[Task to complete] Below are records that should be duplicated exactly, with no image retained.

[Material for this exercise]
+ + + + + + +

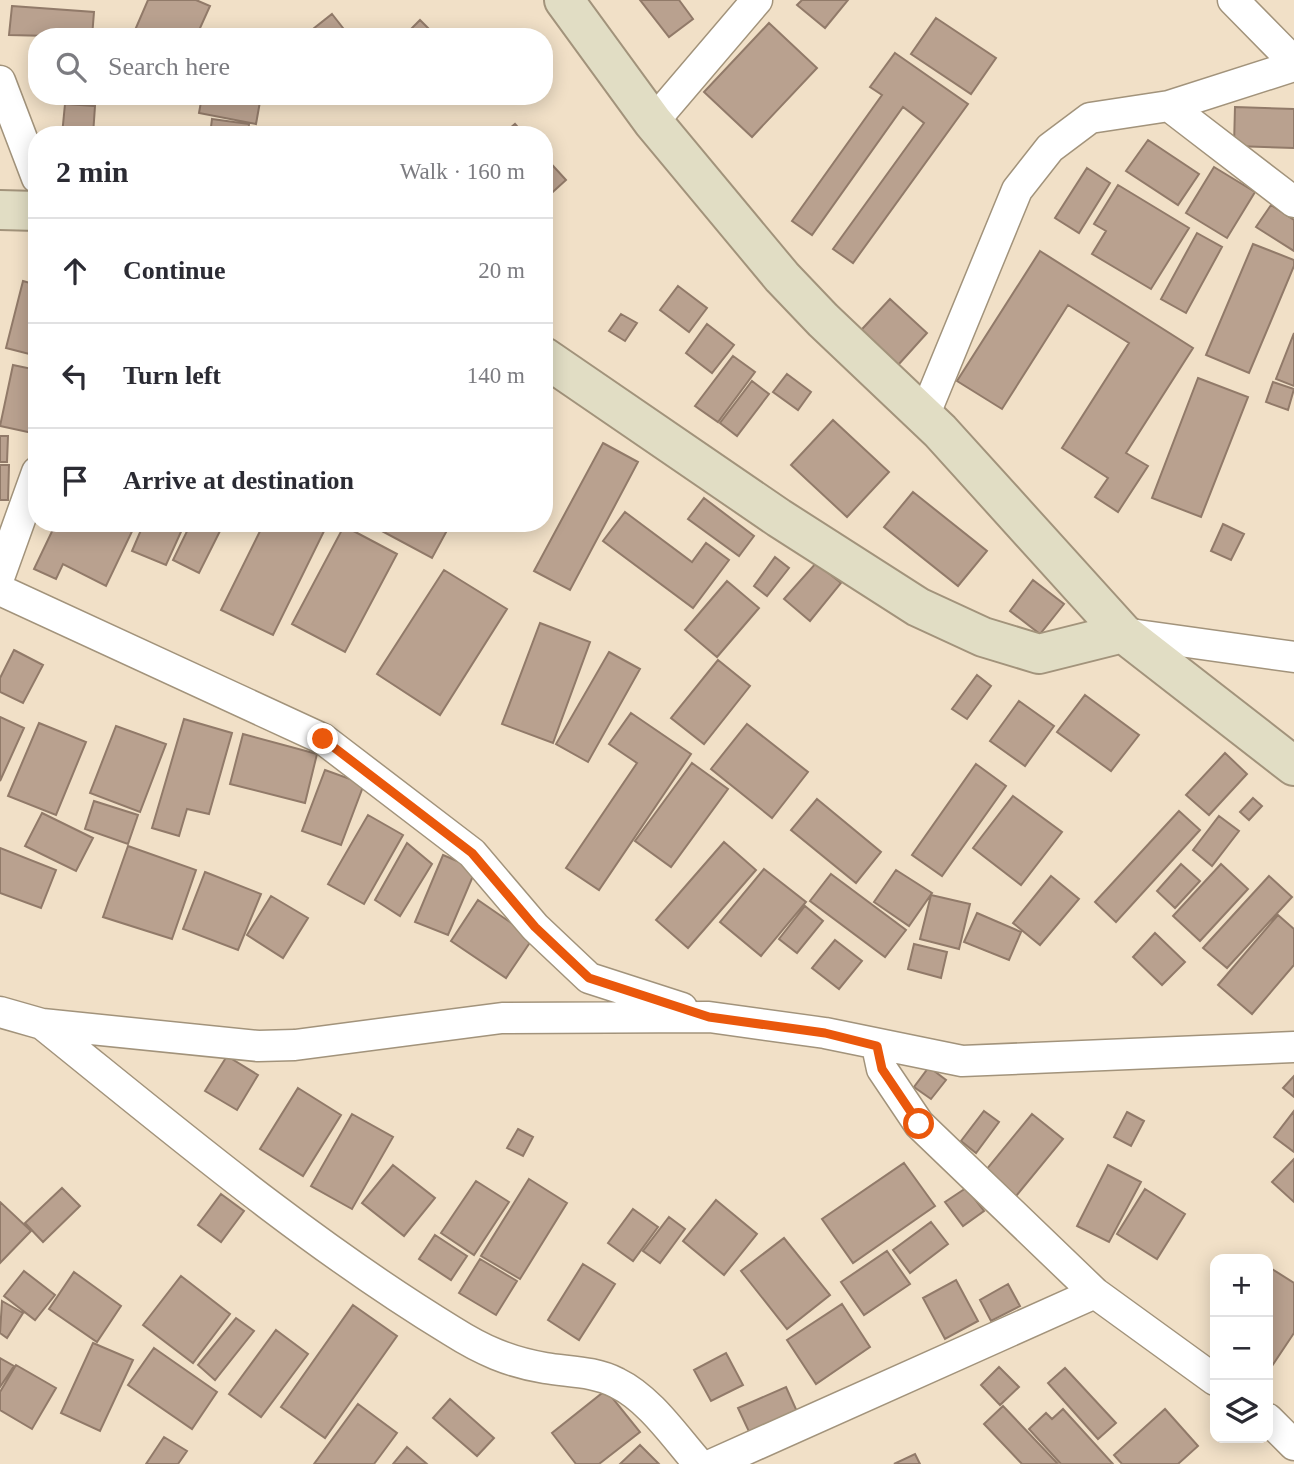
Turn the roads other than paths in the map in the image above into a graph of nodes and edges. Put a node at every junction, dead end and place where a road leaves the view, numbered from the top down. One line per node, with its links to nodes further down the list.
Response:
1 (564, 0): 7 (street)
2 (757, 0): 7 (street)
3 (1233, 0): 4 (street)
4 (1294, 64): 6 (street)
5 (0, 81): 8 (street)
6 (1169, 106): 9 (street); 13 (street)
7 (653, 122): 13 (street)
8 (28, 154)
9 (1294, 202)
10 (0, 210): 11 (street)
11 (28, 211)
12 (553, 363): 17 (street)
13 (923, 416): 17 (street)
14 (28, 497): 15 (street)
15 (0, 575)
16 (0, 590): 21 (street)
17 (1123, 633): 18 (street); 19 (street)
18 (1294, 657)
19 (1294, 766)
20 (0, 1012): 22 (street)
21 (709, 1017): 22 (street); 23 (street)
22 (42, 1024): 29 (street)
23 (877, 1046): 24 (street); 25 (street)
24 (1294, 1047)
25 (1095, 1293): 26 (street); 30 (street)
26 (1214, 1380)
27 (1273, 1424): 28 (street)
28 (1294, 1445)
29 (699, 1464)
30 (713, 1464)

+ + + + + + +

[Exercise answer]
Turn the roads other than paths in the map in the image above into a graph of nodes and edges. Put a node at every junction, dead end and place where a road leaves the view, numbered from the top down. One line per node, with its links to nodes further down the list.
Response:
1 (564, 0): 7 (street)
2 (757, 0): 7 (street)
3 (1233, 0): 4 (street)
4 (1294, 64): 6 (street)
5 (0, 81): 8 (street)
6 (1169, 106): 9 (street); 13 (street)
7 (653, 122): 13 (street)
8 (28, 154)
9 (1294, 202)
10 (0, 210): 11 (street)
11 (28, 211)
12 (553, 363): 17 (street)
13 (923, 416): 17 (street)
14 (28, 497): 15 (street)
15 (0, 575)
16 (0, 590): 21 (street)
17 (1123, 633): 18 (street); 19 (street)
18 (1294, 657)
19 (1294, 766)
20 (0, 1012): 22 (street)
21 (709, 1017): 22 (street); 23 (street)
22 (42, 1024): 29 (street)
23 (877, 1046): 24 (street); 25 (street)
24 (1294, 1047)
25 (1095, 1293): 26 (street); 30 (street)
26 (1214, 1380)
27 (1273, 1424): 28 (street)
28 (1294, 1445)
29 (699, 1464)
30 (713, 1464)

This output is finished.